On this visit, one of the most enjoyable dishes was another Ducasse classic of simmered halibut with shellfish. Halibut is not a particular favourite of mine due to the fact that it is often overcooked in the hands of lesser chefs – the fish itself is very lean and as such is very unforgiving when it comes to cooking times. There is nothing worse than eating overcooked halibut which has the texture of cardboard. Here, Chef Herland chooses to gently poach the halibut in a bouillon. The result is a slab of halibut which has just set and remains juicy. On the side, the shellfish (winkles, cockles and particularly razor clams) are perfectly timed to avoid any hint of chewiness. Yet again, his saucing comes to the fore with a lovely parsley sauce with just the right amount of acidity tying everything together.
I have said on numerous occasions that the desserts here are simply on another level compared to any other restaurant in England. One dish on the menu which is deceptively misleading is their Chocolate from our Manufacture in Paris.
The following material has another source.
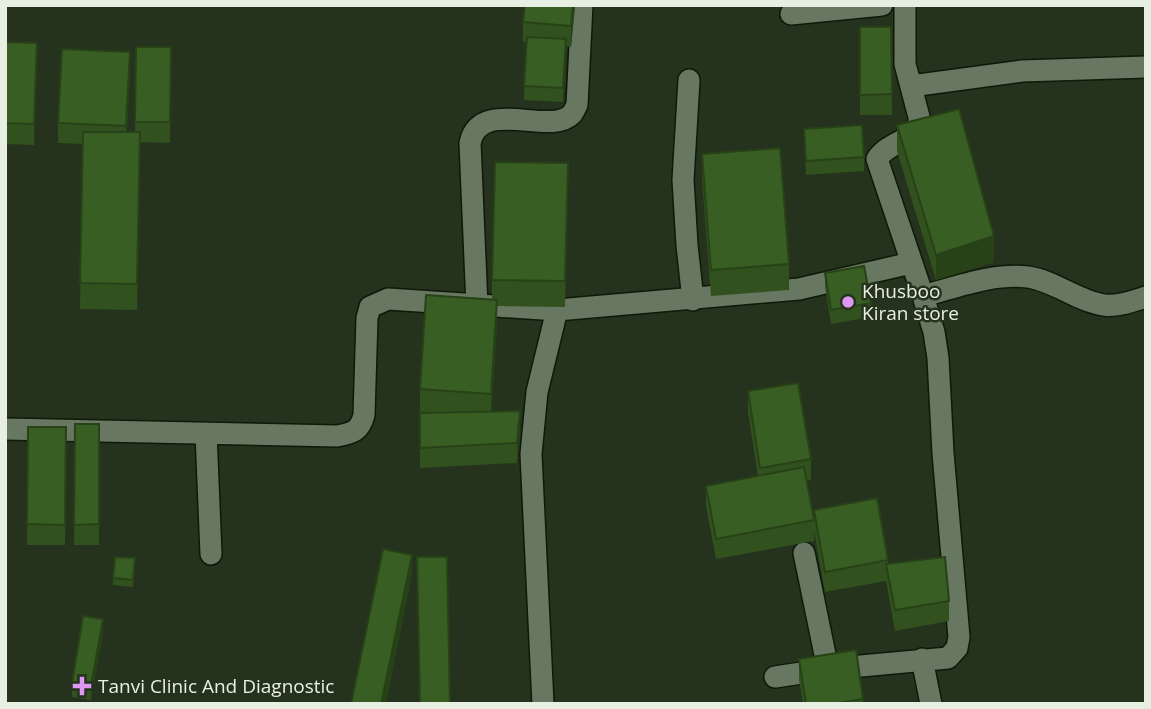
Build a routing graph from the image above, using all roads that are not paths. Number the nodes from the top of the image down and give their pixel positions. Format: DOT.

The description on the menu may lead you to believe that the dessert is constructed in Paris before being shipped over here. In actual fact, Ducasse has invested in a chocolate factory, aptly named La Manufacture de Chocolat, to fulfil his vision of producing chocolate from cocoa beans. As such La Manufacture supplies the restaurant the chocolate which would then be turned into desserts. The composition of the dish changes from time to time – on this visit, the chocolate is accompanied by a crunchy pine nut praline base and an intense cocoa sorbet. Simply stunning.
Many people have questioned Michelin’s integrity when ADAD was promoted to 3 star status. I am not one of them. There are lesser restaurants, both in England and around the world which have 3 stars. Over a number of meals here, ADAD has been the paragon of consistency. Our most recent visit here was no different with a complete masterclass in execution. Was this the most avant-garde cooking? Of course not. Nor is it meant to be. This is Ducasse’s food we are talking about! What we did receive was course after course of French dishes executed to the highest of standards.
As far as Michelin are concerned, stars are only handed out based on the cooking. Whilst that may be the most important factor for me when deciding which restaurants I enjoy revisiting, the dining out experience is more than just good cooking. It also involves a beautiful setting, faultless service and some amount of theatre. For me ADAD delivers on all fronts.